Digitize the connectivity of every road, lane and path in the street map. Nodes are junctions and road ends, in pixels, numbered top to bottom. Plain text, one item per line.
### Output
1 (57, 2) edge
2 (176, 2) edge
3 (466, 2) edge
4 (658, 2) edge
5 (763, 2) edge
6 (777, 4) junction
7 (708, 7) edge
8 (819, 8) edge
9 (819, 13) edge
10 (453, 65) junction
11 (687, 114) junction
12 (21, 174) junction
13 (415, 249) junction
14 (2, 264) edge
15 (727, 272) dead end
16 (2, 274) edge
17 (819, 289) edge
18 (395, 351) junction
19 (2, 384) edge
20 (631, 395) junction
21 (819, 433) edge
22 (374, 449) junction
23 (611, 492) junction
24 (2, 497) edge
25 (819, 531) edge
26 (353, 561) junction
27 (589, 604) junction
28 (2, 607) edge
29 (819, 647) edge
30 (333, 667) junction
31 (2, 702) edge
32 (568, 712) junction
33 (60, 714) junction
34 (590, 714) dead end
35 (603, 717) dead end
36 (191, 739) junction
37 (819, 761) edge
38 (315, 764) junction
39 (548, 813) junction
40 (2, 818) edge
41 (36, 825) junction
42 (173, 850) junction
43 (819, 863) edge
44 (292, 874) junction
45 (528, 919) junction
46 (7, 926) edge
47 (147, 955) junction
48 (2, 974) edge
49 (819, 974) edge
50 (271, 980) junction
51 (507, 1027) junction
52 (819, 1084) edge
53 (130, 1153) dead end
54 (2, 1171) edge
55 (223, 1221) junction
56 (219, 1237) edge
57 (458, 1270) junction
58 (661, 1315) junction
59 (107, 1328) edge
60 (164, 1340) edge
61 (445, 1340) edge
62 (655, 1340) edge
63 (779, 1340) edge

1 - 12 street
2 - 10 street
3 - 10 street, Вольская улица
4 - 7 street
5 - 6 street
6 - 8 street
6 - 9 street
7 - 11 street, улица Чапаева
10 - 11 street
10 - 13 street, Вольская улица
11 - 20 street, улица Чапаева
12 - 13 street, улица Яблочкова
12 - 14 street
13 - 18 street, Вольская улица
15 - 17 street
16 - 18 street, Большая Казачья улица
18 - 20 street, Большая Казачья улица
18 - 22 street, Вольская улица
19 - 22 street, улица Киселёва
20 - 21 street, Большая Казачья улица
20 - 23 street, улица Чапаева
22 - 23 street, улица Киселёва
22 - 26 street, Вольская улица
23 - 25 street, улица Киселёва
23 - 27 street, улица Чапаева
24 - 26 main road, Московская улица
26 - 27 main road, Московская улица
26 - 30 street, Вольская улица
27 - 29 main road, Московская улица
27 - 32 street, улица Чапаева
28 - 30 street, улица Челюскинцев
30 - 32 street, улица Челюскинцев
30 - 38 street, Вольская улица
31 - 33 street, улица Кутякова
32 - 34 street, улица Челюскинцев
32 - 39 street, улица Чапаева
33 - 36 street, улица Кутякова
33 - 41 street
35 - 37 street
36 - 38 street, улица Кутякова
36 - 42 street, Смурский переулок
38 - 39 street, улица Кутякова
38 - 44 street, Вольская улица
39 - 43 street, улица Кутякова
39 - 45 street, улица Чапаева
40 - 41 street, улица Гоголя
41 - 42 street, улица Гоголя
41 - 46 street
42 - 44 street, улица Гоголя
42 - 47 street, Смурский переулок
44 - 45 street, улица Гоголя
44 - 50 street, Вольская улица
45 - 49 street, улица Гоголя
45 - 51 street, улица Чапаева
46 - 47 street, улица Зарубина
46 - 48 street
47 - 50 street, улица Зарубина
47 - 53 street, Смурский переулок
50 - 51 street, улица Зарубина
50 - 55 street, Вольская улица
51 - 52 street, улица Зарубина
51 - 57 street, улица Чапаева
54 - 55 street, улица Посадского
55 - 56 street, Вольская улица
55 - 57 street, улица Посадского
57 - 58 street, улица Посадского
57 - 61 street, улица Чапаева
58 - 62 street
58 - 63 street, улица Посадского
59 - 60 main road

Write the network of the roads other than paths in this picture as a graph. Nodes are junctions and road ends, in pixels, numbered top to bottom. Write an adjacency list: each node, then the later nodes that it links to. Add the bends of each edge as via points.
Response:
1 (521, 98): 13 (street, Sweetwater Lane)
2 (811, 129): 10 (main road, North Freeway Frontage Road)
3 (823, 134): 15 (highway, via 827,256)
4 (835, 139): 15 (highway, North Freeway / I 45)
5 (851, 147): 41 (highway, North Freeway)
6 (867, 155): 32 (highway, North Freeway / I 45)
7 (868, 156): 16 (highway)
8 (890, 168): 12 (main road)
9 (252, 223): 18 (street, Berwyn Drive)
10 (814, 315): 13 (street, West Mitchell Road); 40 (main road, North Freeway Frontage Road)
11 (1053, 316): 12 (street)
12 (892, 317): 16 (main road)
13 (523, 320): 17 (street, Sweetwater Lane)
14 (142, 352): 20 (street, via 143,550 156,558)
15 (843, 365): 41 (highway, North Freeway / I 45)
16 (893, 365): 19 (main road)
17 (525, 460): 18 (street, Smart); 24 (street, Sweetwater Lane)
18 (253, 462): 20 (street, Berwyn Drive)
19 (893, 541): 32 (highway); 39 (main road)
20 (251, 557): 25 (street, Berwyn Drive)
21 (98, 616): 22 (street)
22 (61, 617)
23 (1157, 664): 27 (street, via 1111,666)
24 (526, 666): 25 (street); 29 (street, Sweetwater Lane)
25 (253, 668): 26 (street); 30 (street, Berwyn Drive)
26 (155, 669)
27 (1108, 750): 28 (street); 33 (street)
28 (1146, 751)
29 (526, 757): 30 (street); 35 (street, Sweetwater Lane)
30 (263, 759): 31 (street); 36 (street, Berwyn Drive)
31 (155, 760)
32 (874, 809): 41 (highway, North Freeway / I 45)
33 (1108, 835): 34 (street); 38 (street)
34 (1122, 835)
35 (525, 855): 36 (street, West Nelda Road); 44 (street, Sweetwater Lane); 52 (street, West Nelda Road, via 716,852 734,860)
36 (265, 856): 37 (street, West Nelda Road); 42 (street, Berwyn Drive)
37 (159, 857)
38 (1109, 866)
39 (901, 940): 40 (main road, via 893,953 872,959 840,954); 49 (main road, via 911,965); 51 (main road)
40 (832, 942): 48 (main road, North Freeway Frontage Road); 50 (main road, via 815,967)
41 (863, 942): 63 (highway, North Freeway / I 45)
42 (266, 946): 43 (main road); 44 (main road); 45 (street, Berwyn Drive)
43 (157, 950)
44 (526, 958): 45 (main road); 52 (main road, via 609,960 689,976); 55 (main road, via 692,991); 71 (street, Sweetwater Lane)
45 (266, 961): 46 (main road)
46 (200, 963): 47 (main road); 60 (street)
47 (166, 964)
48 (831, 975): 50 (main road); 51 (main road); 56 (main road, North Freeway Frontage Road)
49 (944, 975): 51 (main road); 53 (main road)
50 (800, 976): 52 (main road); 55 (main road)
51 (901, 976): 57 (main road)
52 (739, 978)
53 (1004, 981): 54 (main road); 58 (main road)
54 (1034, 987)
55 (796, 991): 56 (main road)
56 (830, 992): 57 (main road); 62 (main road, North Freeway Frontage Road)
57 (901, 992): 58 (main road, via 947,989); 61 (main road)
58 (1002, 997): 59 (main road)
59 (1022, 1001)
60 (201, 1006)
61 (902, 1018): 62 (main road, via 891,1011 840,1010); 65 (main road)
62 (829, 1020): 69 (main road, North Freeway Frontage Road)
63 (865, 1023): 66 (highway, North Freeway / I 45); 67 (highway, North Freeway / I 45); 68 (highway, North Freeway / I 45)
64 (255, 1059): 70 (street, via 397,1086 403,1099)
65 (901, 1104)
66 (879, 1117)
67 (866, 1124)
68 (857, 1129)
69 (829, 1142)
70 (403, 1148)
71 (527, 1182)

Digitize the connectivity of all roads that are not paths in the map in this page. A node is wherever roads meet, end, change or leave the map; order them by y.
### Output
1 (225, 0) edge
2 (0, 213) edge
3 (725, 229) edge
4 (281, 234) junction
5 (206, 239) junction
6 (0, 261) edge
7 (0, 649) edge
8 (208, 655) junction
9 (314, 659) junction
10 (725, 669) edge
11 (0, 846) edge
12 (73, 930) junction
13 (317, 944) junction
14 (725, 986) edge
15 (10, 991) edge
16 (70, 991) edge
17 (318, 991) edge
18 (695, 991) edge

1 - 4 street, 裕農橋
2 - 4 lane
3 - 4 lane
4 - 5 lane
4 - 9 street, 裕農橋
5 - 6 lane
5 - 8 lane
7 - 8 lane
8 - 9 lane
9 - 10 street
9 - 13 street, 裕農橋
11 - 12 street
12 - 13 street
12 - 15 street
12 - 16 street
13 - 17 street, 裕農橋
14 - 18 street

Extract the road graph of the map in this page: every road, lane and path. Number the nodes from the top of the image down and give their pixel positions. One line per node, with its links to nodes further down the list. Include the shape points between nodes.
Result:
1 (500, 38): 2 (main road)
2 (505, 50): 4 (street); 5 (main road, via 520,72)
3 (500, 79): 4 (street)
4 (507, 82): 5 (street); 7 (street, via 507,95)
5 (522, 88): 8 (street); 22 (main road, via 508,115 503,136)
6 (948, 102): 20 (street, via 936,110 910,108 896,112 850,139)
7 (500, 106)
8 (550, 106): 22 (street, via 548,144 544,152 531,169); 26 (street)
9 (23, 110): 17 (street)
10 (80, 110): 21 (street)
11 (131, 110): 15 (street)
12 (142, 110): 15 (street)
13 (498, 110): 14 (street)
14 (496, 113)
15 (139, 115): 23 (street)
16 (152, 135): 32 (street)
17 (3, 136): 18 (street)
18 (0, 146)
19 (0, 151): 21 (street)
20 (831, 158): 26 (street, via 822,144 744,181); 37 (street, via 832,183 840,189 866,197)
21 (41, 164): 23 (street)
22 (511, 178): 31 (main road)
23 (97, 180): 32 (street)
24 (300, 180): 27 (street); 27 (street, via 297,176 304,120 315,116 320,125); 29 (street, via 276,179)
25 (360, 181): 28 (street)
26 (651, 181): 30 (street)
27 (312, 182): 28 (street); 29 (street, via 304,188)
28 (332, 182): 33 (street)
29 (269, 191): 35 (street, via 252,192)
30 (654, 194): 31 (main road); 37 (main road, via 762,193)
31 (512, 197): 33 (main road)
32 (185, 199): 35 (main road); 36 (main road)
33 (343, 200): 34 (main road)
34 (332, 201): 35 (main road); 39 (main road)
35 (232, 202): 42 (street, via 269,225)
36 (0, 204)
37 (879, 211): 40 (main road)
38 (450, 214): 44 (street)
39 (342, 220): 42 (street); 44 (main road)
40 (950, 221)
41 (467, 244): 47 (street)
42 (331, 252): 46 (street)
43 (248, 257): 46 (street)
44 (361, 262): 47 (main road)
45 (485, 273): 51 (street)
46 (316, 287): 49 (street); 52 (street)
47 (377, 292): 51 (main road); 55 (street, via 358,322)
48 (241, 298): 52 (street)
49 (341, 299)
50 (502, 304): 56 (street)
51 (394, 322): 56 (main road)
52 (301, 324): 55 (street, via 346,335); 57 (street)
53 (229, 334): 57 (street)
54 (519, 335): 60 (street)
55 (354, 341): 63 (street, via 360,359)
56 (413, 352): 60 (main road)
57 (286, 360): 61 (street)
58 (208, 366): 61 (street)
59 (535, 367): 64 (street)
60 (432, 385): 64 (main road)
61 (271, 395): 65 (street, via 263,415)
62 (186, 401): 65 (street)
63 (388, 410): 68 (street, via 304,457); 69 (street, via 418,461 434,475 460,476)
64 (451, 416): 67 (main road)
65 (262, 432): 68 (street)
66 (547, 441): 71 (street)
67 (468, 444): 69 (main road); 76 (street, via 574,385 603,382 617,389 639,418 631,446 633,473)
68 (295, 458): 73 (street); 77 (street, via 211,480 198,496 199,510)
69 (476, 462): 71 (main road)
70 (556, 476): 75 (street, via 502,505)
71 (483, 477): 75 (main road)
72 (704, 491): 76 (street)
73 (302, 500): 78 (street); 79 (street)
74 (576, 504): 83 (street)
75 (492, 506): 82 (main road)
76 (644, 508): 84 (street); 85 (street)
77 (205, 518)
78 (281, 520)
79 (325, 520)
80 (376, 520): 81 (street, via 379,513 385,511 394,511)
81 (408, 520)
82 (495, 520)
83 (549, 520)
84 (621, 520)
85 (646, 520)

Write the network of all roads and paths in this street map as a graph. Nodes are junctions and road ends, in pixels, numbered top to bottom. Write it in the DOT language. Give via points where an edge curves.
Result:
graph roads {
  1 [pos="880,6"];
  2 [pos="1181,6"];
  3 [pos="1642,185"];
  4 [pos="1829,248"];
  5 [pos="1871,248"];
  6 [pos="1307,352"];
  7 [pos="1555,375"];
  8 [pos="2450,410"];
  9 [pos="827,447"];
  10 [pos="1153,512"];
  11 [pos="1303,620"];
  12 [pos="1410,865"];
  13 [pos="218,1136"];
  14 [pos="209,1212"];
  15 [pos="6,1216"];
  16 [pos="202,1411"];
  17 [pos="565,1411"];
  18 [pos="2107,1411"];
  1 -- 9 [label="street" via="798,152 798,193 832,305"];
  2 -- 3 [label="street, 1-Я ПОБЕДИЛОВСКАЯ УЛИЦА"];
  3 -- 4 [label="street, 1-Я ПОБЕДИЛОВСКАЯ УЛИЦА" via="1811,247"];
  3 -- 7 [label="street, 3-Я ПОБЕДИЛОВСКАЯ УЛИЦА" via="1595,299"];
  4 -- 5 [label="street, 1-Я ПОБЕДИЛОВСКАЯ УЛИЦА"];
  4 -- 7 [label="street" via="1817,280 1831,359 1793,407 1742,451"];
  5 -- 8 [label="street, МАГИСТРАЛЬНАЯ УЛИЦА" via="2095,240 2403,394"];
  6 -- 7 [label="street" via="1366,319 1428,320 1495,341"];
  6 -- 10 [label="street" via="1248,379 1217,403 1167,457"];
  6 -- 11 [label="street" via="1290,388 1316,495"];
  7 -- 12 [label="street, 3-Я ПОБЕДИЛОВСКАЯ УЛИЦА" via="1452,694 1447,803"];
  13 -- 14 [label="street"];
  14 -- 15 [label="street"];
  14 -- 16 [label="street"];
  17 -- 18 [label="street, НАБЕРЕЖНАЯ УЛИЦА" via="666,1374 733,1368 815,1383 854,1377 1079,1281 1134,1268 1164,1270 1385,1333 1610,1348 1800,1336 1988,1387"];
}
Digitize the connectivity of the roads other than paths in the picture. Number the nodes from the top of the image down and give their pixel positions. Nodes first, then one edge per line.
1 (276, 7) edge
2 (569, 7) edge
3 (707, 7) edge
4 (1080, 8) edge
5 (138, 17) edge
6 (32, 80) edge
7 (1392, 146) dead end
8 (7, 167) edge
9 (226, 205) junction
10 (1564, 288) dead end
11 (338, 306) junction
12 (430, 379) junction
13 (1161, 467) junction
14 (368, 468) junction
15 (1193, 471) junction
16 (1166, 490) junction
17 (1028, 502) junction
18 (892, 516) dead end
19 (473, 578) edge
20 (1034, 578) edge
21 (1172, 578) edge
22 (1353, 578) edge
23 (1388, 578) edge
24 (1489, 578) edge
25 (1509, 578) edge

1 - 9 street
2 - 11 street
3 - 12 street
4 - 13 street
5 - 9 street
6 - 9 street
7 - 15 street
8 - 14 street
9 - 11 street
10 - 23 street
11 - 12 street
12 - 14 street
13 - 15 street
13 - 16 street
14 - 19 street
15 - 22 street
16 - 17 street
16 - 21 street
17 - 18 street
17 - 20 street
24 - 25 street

**TRY IT**
Your answer should be a single number: how many lines of the material contain "network".

**TASK OUTPUT**
2